To prove something scientifically, it has to be repeatable and falsifiable. This means that a completely separate group of people would need to be able to follow whatever method is prescribed and achieve the same results. Falsifiable means it has to be able to disproven. A lot of pseudoscience relies on anecdotal evidence and responds to counter evidence by claiming they did something wrong or something similar. I cam make a claim that mixing salt and water produces electricity, but to be considered actual science I would have to provide a method by which others could independently recreate my results, and it would have to be able to be proven false if my claimed method doesn't produce the results I say it will. If I respond to another failing to reproduce my results with claims that they failed to do it right, even with documented evidence that they followed my method, it isn't science. It's pseudoscience.

1

Frankly, if I did think of it at all, I wouldn’t be on this website as a member. There is simply no data to support it. It’s basically a non-issue.

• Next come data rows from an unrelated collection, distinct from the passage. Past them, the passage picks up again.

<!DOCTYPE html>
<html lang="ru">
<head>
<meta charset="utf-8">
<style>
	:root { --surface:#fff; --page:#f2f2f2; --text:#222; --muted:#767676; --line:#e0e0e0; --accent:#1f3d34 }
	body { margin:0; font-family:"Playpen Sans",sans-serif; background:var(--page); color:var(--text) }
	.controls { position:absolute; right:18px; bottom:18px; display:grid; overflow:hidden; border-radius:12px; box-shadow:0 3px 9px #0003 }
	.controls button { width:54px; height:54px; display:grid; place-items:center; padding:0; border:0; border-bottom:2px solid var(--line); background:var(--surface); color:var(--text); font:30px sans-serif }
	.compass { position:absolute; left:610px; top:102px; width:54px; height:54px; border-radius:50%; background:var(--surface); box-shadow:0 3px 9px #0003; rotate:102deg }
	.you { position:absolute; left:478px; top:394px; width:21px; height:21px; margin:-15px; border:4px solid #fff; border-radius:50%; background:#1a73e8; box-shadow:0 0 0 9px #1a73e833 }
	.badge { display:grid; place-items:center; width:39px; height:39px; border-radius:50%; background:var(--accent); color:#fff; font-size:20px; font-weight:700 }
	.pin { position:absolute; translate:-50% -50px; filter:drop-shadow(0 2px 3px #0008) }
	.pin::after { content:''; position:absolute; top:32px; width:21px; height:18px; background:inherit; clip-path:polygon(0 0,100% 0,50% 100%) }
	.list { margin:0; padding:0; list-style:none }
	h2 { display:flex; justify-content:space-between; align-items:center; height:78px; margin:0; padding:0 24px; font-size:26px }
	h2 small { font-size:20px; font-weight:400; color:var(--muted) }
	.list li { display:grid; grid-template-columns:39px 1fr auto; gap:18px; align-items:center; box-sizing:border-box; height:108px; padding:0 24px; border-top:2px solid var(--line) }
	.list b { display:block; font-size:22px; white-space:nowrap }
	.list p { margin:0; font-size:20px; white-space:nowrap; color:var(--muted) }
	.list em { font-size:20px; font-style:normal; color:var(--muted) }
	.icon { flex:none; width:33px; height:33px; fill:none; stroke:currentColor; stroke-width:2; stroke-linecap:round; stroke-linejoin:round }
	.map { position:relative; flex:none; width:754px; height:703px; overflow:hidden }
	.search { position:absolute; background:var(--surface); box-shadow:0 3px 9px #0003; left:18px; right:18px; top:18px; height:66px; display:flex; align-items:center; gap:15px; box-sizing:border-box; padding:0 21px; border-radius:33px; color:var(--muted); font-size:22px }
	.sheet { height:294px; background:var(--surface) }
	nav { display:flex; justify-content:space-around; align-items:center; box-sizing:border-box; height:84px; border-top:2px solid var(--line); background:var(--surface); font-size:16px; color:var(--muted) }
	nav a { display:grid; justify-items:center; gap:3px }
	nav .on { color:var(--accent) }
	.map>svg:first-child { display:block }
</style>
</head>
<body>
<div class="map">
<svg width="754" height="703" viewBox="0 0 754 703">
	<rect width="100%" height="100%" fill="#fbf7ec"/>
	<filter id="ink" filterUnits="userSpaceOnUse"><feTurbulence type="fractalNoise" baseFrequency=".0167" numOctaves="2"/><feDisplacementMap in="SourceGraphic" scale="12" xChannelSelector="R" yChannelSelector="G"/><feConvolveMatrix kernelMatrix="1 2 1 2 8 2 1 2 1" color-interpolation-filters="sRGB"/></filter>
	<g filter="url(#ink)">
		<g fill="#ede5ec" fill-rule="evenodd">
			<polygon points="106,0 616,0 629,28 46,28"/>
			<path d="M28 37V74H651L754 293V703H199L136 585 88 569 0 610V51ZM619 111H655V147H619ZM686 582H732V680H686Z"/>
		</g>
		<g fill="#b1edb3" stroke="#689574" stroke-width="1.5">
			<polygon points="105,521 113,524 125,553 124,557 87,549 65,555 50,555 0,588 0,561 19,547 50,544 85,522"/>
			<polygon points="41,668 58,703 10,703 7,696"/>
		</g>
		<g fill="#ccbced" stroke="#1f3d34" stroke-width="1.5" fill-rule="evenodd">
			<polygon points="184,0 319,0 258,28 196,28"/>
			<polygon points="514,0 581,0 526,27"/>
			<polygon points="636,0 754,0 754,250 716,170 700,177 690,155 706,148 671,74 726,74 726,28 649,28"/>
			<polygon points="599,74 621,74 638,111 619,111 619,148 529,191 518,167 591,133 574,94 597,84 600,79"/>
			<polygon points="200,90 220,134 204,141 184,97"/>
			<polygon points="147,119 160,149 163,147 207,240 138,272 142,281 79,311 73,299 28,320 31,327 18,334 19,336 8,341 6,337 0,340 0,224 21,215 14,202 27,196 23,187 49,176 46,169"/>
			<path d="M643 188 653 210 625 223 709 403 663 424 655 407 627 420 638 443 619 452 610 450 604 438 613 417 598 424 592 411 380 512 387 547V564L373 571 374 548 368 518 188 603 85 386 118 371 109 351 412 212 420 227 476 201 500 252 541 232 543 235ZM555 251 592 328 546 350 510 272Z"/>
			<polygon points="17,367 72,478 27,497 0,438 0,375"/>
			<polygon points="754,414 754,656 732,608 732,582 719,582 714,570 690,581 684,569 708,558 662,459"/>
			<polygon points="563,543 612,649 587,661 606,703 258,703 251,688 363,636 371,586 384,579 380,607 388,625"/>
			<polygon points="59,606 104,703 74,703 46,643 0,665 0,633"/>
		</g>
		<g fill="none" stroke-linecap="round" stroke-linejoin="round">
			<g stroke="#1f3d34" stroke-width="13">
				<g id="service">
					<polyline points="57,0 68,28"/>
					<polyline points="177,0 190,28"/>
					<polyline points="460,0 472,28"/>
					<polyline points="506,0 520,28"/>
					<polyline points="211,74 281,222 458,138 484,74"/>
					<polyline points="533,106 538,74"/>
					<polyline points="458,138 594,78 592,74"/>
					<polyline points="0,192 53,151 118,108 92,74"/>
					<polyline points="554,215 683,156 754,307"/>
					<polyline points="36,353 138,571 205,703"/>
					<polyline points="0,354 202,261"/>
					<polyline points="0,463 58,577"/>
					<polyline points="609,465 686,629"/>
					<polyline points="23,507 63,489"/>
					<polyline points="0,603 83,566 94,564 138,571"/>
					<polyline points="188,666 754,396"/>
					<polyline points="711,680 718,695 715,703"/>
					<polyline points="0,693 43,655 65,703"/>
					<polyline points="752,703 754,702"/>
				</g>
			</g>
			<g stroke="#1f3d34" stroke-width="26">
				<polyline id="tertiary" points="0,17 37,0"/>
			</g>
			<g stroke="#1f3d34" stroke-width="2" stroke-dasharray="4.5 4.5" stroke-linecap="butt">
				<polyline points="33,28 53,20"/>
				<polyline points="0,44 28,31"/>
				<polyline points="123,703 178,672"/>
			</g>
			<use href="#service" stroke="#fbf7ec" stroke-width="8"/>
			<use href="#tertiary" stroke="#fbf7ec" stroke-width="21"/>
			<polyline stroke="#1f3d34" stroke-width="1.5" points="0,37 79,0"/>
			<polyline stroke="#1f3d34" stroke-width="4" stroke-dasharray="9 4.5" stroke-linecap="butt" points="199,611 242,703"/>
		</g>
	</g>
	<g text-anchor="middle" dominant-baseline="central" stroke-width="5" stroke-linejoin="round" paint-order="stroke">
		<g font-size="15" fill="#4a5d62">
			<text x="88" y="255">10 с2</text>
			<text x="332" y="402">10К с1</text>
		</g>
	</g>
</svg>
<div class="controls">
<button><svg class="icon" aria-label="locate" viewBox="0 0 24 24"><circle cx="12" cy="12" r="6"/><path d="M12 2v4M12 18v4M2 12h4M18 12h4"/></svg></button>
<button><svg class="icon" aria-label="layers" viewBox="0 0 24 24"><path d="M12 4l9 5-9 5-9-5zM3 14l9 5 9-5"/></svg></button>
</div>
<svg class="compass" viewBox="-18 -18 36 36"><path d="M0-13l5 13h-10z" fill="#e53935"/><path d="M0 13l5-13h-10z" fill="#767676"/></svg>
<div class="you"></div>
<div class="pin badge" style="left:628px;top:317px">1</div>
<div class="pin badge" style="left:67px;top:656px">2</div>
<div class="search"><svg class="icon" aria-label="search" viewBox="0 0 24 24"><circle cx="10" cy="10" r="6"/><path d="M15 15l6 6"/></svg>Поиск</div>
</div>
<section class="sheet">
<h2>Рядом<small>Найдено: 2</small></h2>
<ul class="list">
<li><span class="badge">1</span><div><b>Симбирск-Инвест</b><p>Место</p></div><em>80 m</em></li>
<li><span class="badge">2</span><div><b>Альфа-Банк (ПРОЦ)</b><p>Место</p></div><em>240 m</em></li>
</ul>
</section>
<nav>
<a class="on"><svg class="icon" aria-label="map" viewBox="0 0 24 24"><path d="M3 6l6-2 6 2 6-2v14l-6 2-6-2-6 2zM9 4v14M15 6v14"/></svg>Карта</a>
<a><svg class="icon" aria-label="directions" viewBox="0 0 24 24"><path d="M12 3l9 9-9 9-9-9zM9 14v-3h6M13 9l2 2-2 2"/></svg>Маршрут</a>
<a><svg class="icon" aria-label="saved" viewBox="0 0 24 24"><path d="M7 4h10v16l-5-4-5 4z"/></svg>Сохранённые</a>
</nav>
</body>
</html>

Thinking about it doesn’t equate to buying into it though surely? I might be wrong but I don’t think she was asking about whether it’s true or not. She seems like the kinda person that gets that already. I know, some atheists have no interest in comparative religious studies or scarcely philosophy of any kind. But a lot of folks who were unfortunately brainwashed early and later de converted by thinking through this stuff like I did find it useful to discuss all sorts of religious frameworks, or sometimes just for the intellectual curiosity of anthropology and sociology, imagining why some believe what they did and how it influenced our history. 🤷♂️ different strokes.

1

Nothing to think about.

EvoApe Level 3 June 22, 2019

Agree, (I'm) glad someone has told it <3.

0

All gods and god types exist in the supernatural realm located between the ears of humans.

0

18th century science of Thomas Paine....pre-Darwinian cosmology in the fossil record

0

I think it's a stepping stone between belief and non-belief. I was a believer first, then a deist, then an agnostic, then finally an atheist. It was a series of baby steps and deism was part of it.

0

It is the most honest form of Christianity. Still a lie.

0

I tend to not think about it.

0

I think it is pretty pointless, but pretty harmless.